Intel® MPI Library
Get help with building, analyzing, optimizing, and scaling high-performance computing (HPC) applications.

need to type "Enter" ?

dingjun_chencmgl_ca
308 Views

Hi, Everyone,

I am running my hybrid MPI/OpenMP jobs on 3-nodes Infiniband PCs Linux cluster. each node has one MPI process that has 15 OpenMP threads. This means my job runs with 3 MPI processes and each MPI process has 15 threads.
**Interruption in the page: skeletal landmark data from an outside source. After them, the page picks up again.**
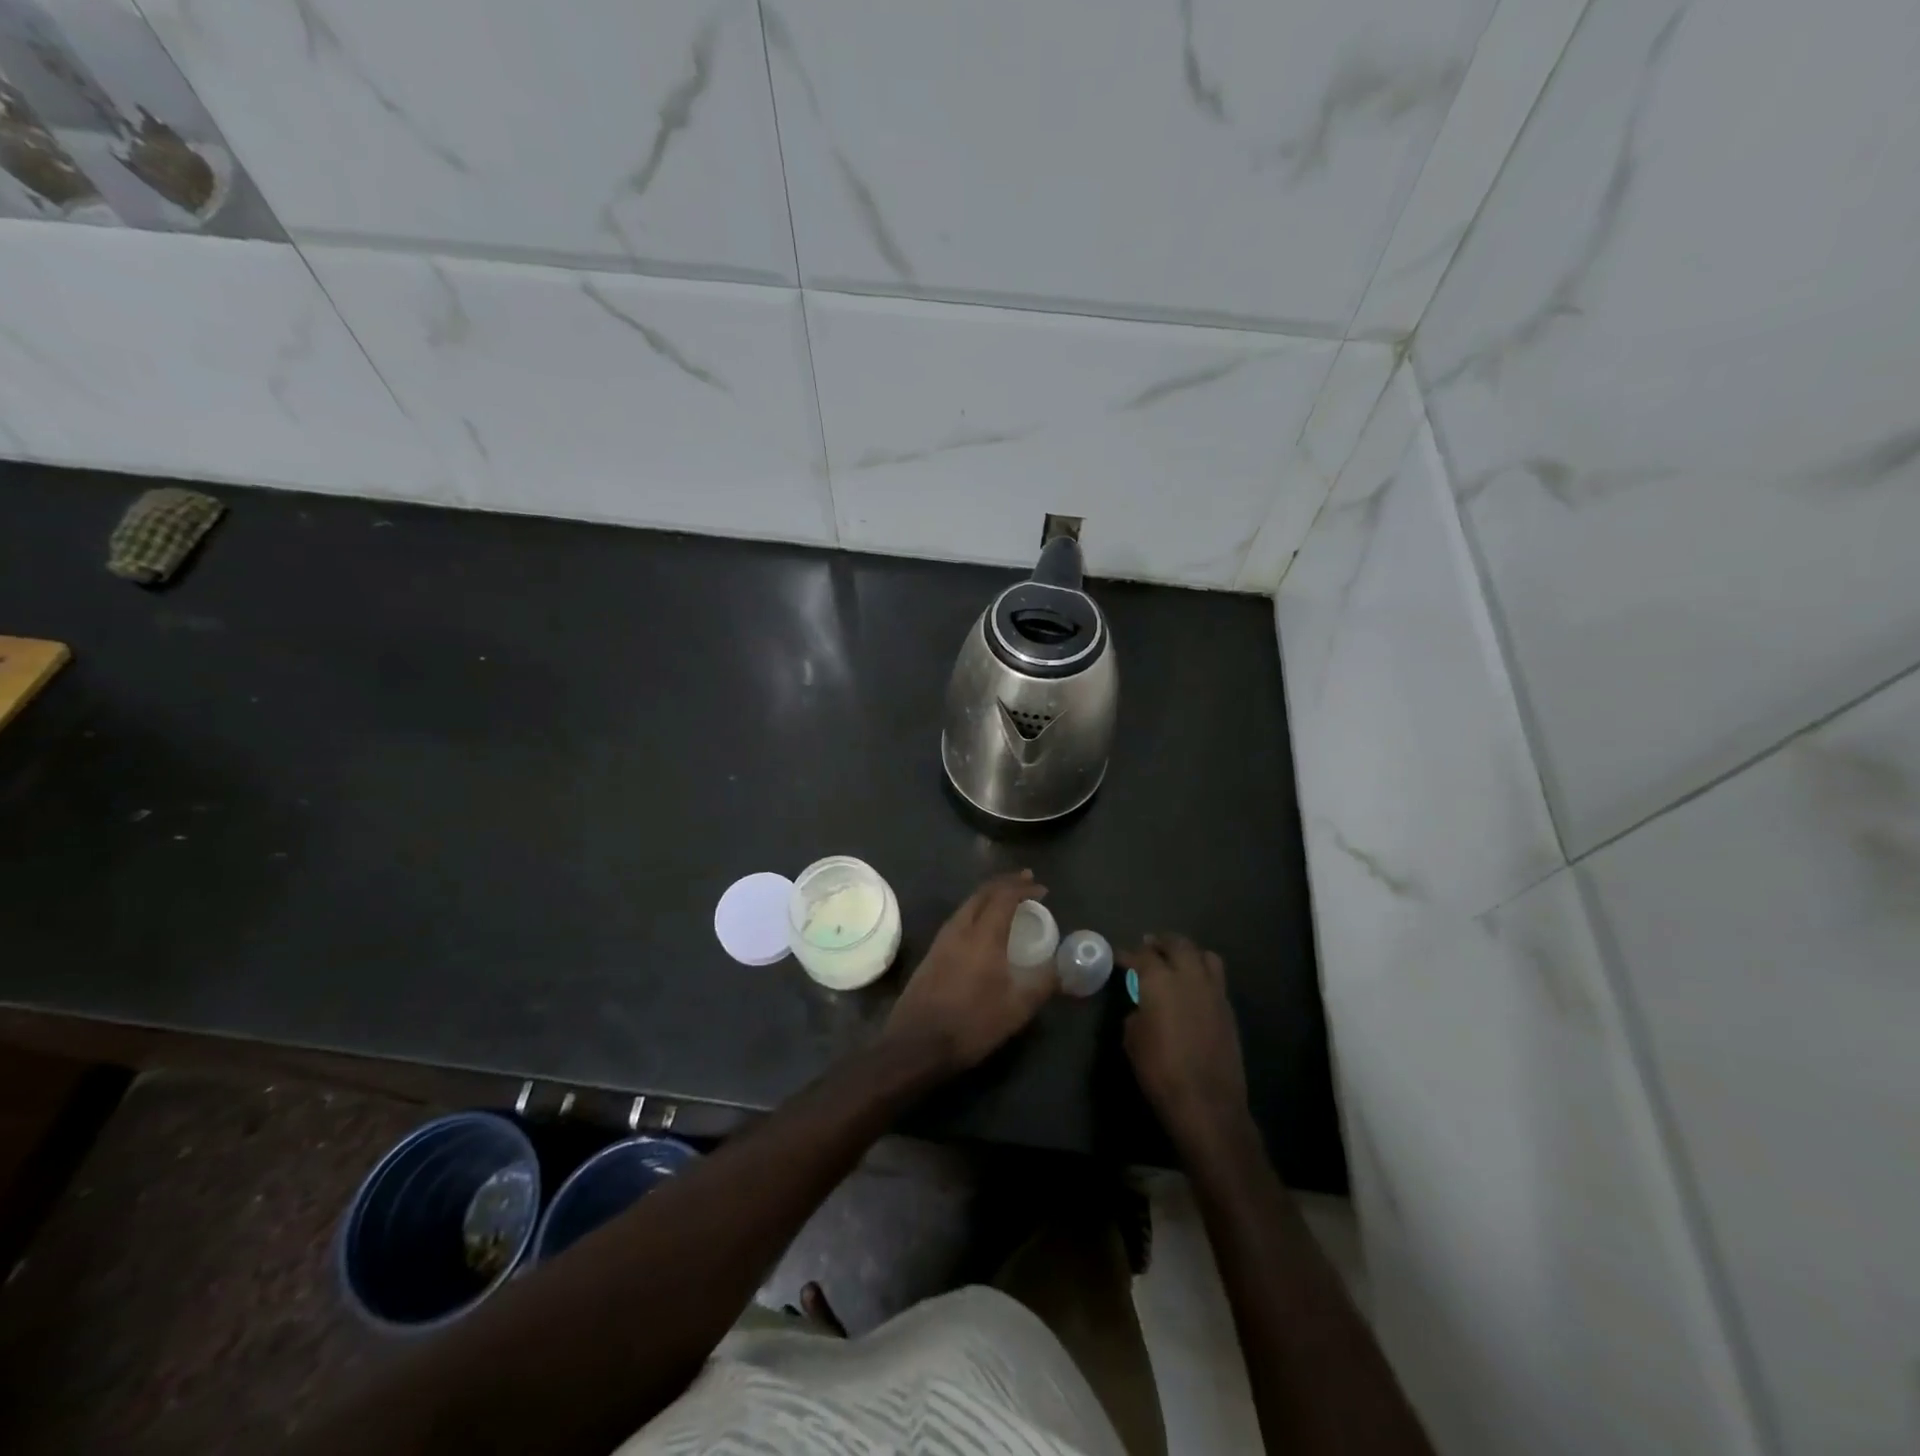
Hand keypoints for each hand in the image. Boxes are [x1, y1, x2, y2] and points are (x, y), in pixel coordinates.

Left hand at [885, 871, 1054, 1073]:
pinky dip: (977, 910)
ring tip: (1008, 900)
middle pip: (983, 892)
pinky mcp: (932, 952)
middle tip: (1026, 881)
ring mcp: (942, 939)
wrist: (916, 1043)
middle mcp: (960, 928)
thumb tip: (1062, 968)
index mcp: (983, 935)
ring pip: (968, 904)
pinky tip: (984, 926)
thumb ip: (1042, 983)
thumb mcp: (1016, 1009)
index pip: (1004, 896)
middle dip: (1006, 883)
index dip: (1023, 888)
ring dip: (990, 895)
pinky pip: (959, 918)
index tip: (1042, 889)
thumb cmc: (971, 1024)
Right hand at [1122, 934, 1249, 1148]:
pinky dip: (1203, 972)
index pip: (1141, 956)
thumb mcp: (1133, 1040)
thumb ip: (1137, 1013)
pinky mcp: (1228, 1009)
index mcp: (1160, 981)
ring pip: (1204, 955)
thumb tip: (1144, 1008)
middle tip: (1148, 945)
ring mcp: (1213, 991)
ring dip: (1187, 952)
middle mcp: (1189, 977)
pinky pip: (1216, 978)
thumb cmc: (1160, 1071)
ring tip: (1176, 959)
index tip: (1118, 956)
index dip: (1127, 954)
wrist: (1207, 1103)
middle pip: (1177, 944)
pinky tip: (1193, 986)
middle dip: (1160, 942)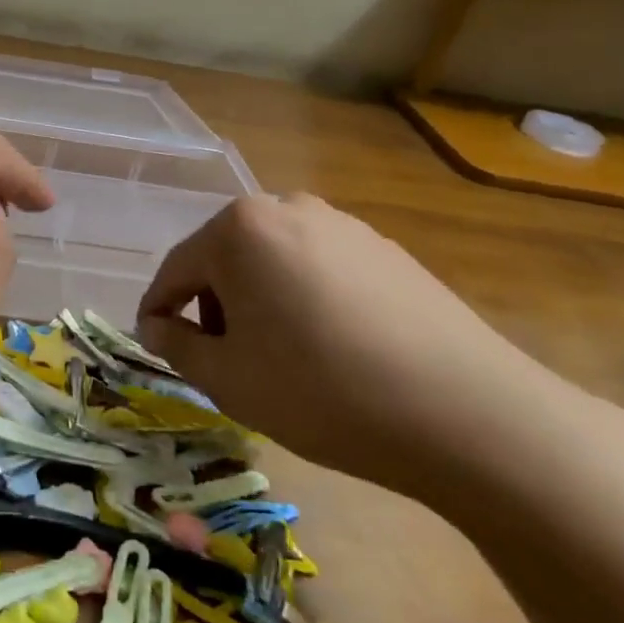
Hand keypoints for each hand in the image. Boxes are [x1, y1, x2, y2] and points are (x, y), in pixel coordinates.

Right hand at [137, 193, 567, 497]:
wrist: (469, 414)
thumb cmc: (322, 390)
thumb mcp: (227, 378)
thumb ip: (176, 344)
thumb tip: (157, 325)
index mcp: (239, 229)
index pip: (176, 270)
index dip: (158, 311)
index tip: (154, 345)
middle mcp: (287, 208)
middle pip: (225, 259)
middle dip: (212, 307)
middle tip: (223, 360)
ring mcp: (343, 225)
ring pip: (272, 262)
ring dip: (259, 302)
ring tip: (279, 357)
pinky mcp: (386, 249)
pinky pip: (319, 269)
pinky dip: (305, 300)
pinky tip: (330, 348)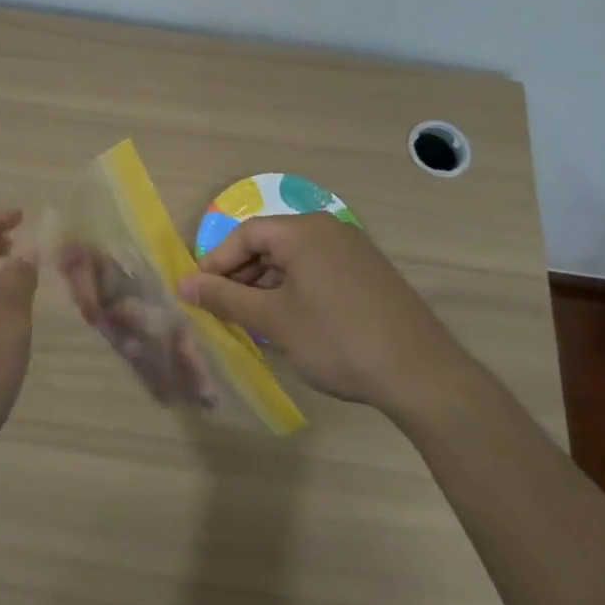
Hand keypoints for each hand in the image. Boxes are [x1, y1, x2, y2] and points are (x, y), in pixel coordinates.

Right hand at [178, 214, 467, 420]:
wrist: (421, 373)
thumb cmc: (337, 339)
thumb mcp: (273, 320)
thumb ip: (225, 299)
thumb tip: (184, 285)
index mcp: (304, 232)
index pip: (247, 234)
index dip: (217, 262)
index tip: (198, 293)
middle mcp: (329, 230)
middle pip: (271, 244)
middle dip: (241, 276)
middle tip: (223, 311)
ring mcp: (354, 251)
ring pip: (295, 260)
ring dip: (267, 287)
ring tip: (252, 322)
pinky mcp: (370, 275)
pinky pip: (318, 272)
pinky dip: (295, 291)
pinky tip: (289, 324)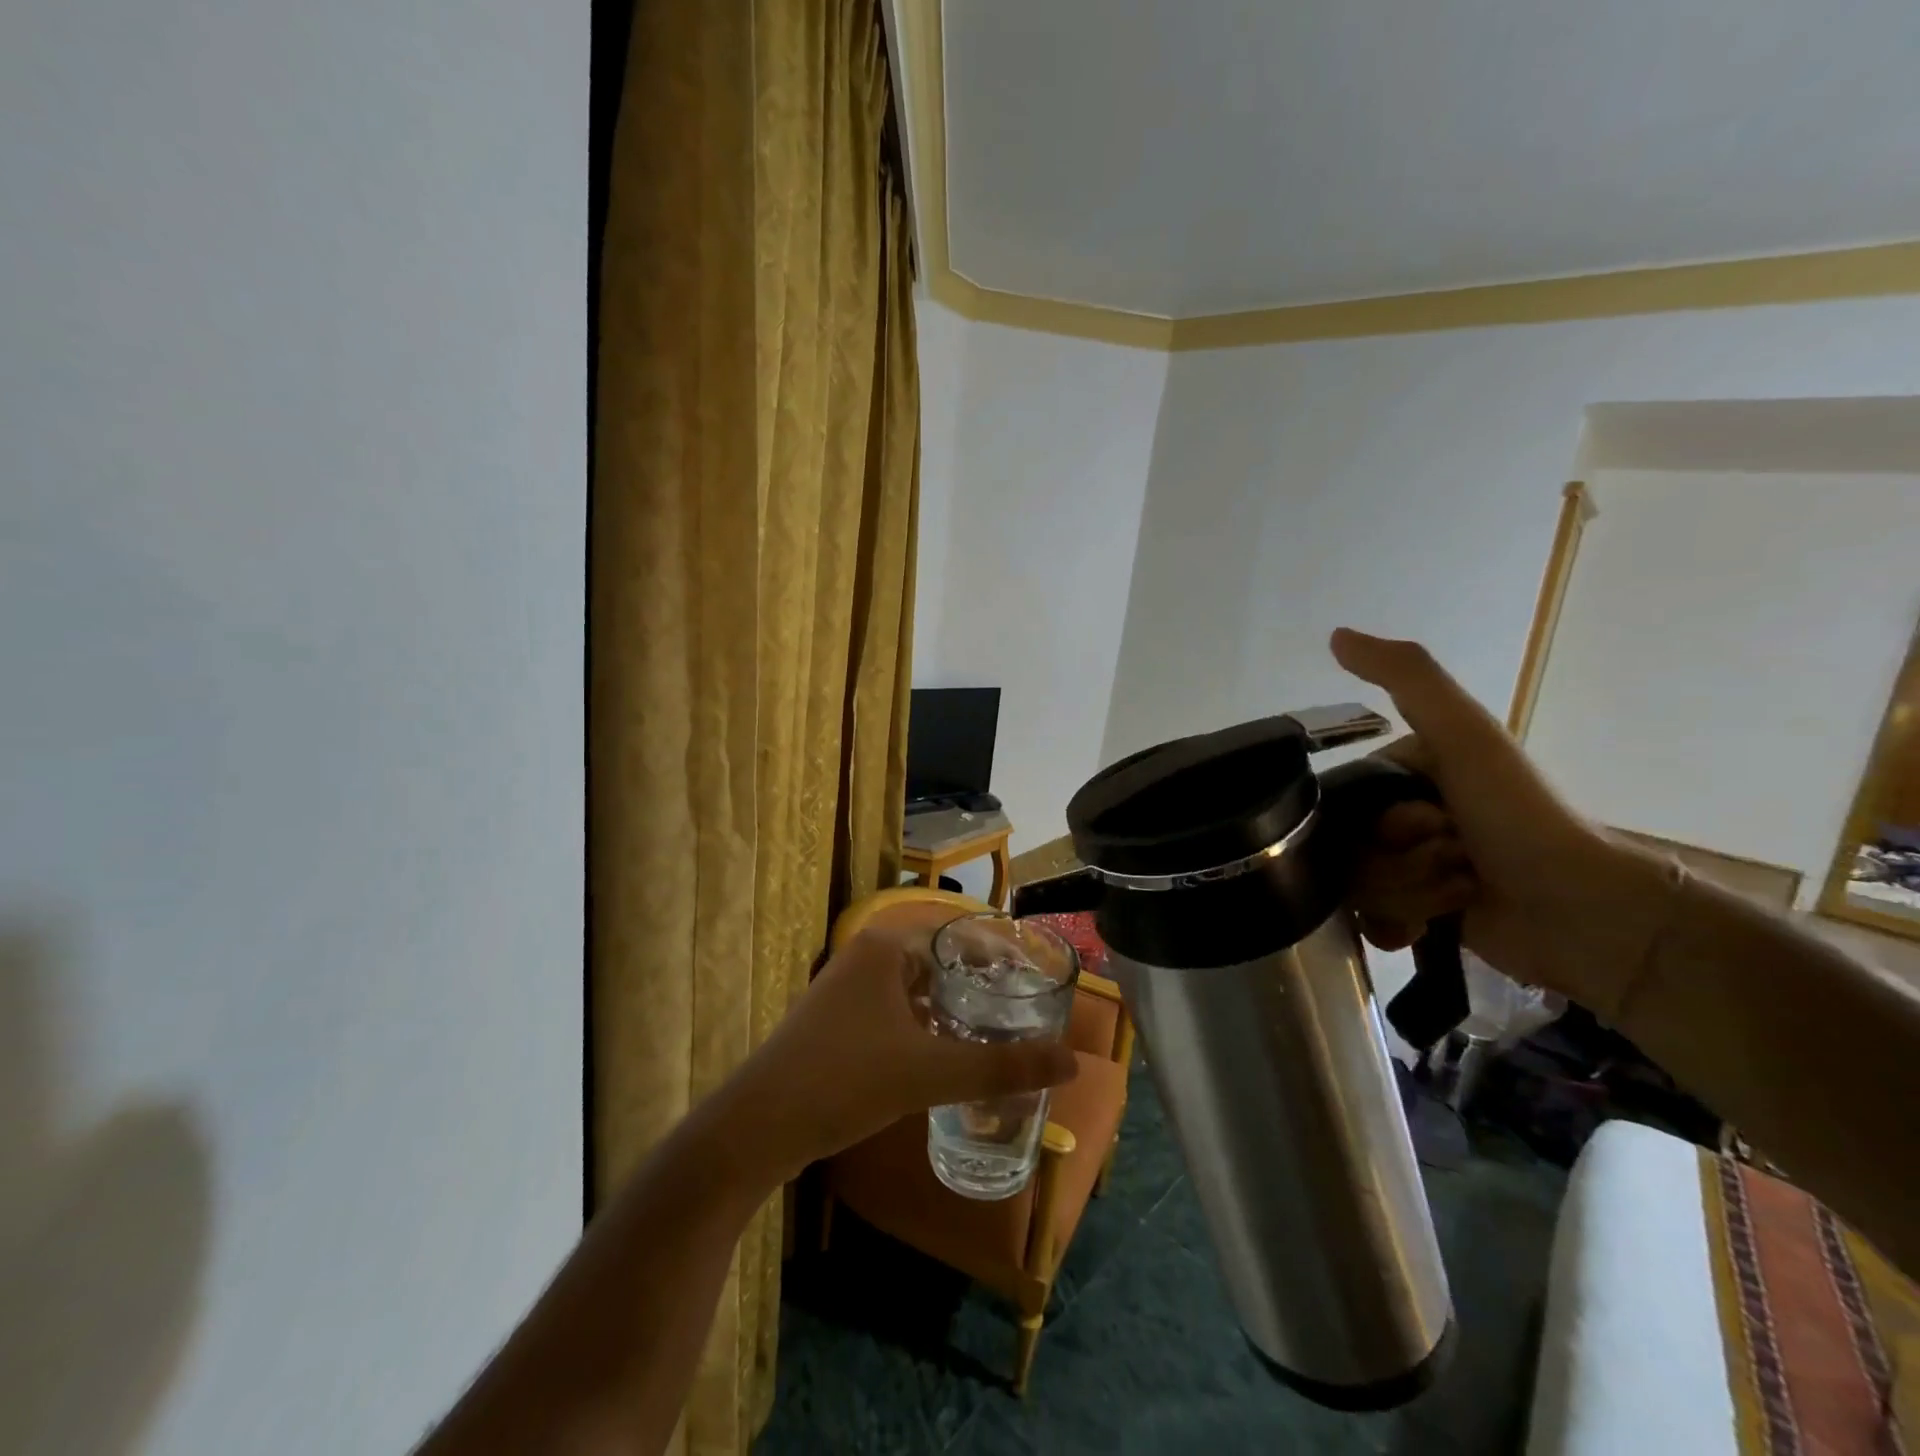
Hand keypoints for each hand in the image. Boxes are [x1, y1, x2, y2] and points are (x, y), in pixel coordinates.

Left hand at [719, 925, 1078, 1183]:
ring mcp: (844, 990)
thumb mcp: (930, 1072)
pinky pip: (893, 1012)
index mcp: (885, 948)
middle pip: (937, 962)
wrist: (758, 1126)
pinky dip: (923, 1027)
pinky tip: (943, 1057)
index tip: (1033, 980)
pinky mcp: (835, 1023)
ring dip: (950, 1010)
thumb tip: (1072, 1061)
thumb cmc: (846, 1080)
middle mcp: (863, 958)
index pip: (956, 936)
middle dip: (977, 986)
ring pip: (914, 990)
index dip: (998, 956)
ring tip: (992, 1034)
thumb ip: (1001, 1066)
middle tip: (1021, 1012)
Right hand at [1332, 628, 1664, 1012]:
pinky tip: (1428, 926)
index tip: (1429, 824)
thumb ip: (1407, 677)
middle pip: (1344, 846)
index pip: (1342, 801)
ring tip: (1460, 891)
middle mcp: (1399, 817)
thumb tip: (1336, 634)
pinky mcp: (1414, 913)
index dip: (1377, 820)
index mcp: (1405, 775)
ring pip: (1356, 884)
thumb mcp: (1465, 736)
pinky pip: (1366, 919)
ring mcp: (1405, 866)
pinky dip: (1398, 923)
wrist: (1583, 913)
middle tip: (1454, 860)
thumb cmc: (1521, 816)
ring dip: (1409, 891)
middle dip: (1395, 861)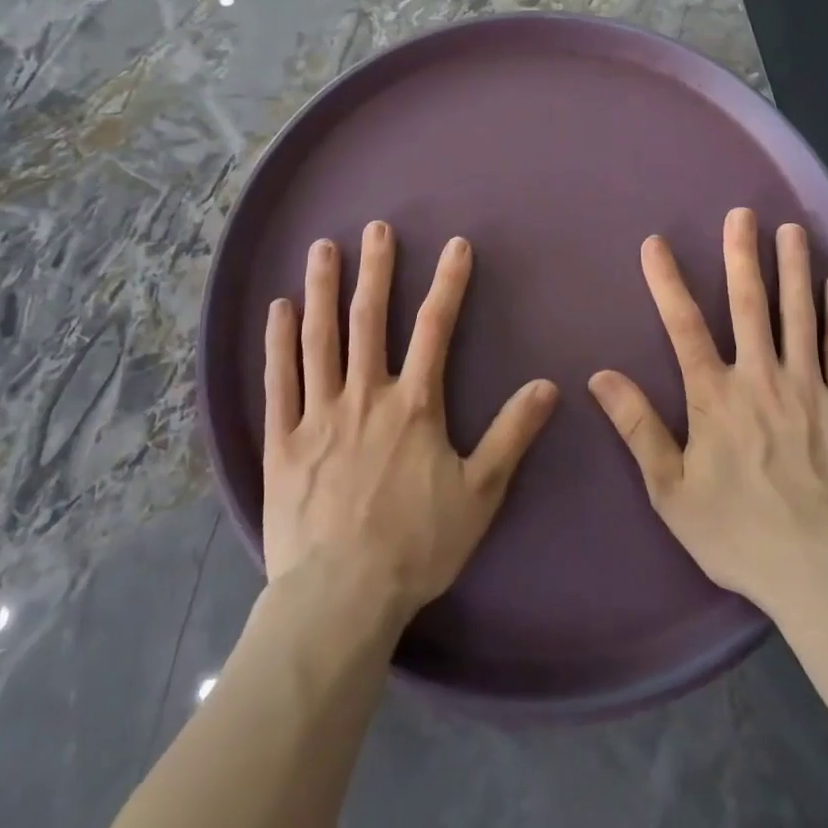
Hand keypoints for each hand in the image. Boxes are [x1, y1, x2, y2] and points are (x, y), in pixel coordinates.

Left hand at [262, 223, 559, 623]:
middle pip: (370, 319)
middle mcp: (365, 395)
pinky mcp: (282, 441)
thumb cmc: (415, 545)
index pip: (435, 328)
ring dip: (323, 289)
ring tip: (322, 248)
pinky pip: (278, 381)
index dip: (448, 283)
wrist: (340, 599)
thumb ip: (512, 434)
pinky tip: (278, 308)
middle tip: (376, 227)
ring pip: (320, 338)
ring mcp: (318, 414)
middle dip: (377, 270)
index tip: (454, 245)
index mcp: (414, 405)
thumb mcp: (479, 493)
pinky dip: (278, 342)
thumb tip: (549, 385)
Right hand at [588, 208, 827, 618]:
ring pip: (800, 314)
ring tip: (792, 229)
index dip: (667, 281)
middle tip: (743, 214)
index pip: (683, 326)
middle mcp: (761, 378)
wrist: (825, 574)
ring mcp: (810, 388)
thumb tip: (600, 376)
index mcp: (715, 397)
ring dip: (793, 268)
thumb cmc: (740, 534)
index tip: (655, 243)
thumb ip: (638, 428)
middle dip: (742, 254)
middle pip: (749, 304)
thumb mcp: (671, 492)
the hosts.txt file is given as follows:

coflowrhc4-5:1
coflowrhc4-6:1
coflowrhc4-7:1

 I wrote the following batch file as follows:

/************** batch file******************/

export CMG_LIC_HOST=rlmserv
export exe=/cmg/dingjun/imexLocal/imex_xsamg_dave.exe
export LD_LIBRARY_PATH=/cmg/dingjun/imexLocal/linux_x64/lib
export OMP_SCHEDULE=static,1
export KMP_AFFINITY=compact,0

export datadir=/cmg/dingjun/imexdatasets/7testproblems/mx1041_rb
cd /cmg/dingjun/imexdatasets/7testproblems/mx1041_rb
mpirun -machinefile hosts.txt ${exe} -fgmres -f ${datadir}/mx1041x105x10loa2_rb_xsamg.dat -log -jacdoms 16 -parasol 16 -o mx1041x105x10loa2_rb_xsamg_3MPI15threads_run7

export datadir=/cmg/dingjun/imexdatasets/7testproblems/mx521_rb
cd /cmg/dingjun/imexdatasets/7testproblems/mx521_rb
mpirun -machinefile hosts.txt ${exe} -fgmres -f ${datadir}/mx521x469x20_rb_xsamg.dat -log -jacdoms 16 -parasol 16 -o mx5211x469x20_rb_xsamg_3MPI15threads_run1


export datadir=/cmg/dingjun/imexdatasets/7testproblems/spe10_rb
cd /cmg/dingjun/imexdatasets/7testproblems/spe10_rb
mpirun -machinefile hosts.txt ${exe} -fgmres -f ${datadir}/spe10_rb_xsamg.dat -log -jacdoms 16 -parasol 16 -o spe10_rb_xsamg_3MPI15threads_run1

/************** end of batch file******************/

the Intel MPI version installed is lmpi5.0.3.048 and the problem occurred as follows:

Each time when MPIRUN finishes, I need to type the key "Enter" and then next MPIRUN began to run. Therefore, it is not very convenient for me to run jobs in the batch way. For example:

mpirun -machinefile hosts.txt ${exe} -fgmres -f ${datadir}/mx1041x105x10loa2_rb_xsamg.dat -log -jacdoms 16 -parasol 16 -o mx1041x105x10loa2_rb_xsamg_3MPI15threads_run7

when above job running on 3-nodes finishes, I need to enter the key "Enter" on the keyboard, then the next job:

mpirun -machinefile hosts.txt ${exe} -fgmres -f ${datadir}/mx521x469x20_rb_xsamg.dat -log -jacdoms 16 -parasol 16 -o mx5211x469x20_rb_xsamg_3MPI15threads_run1

begins to run. Otherwise, the PCs cluster is stuck and the above 2nd job would never begin to run.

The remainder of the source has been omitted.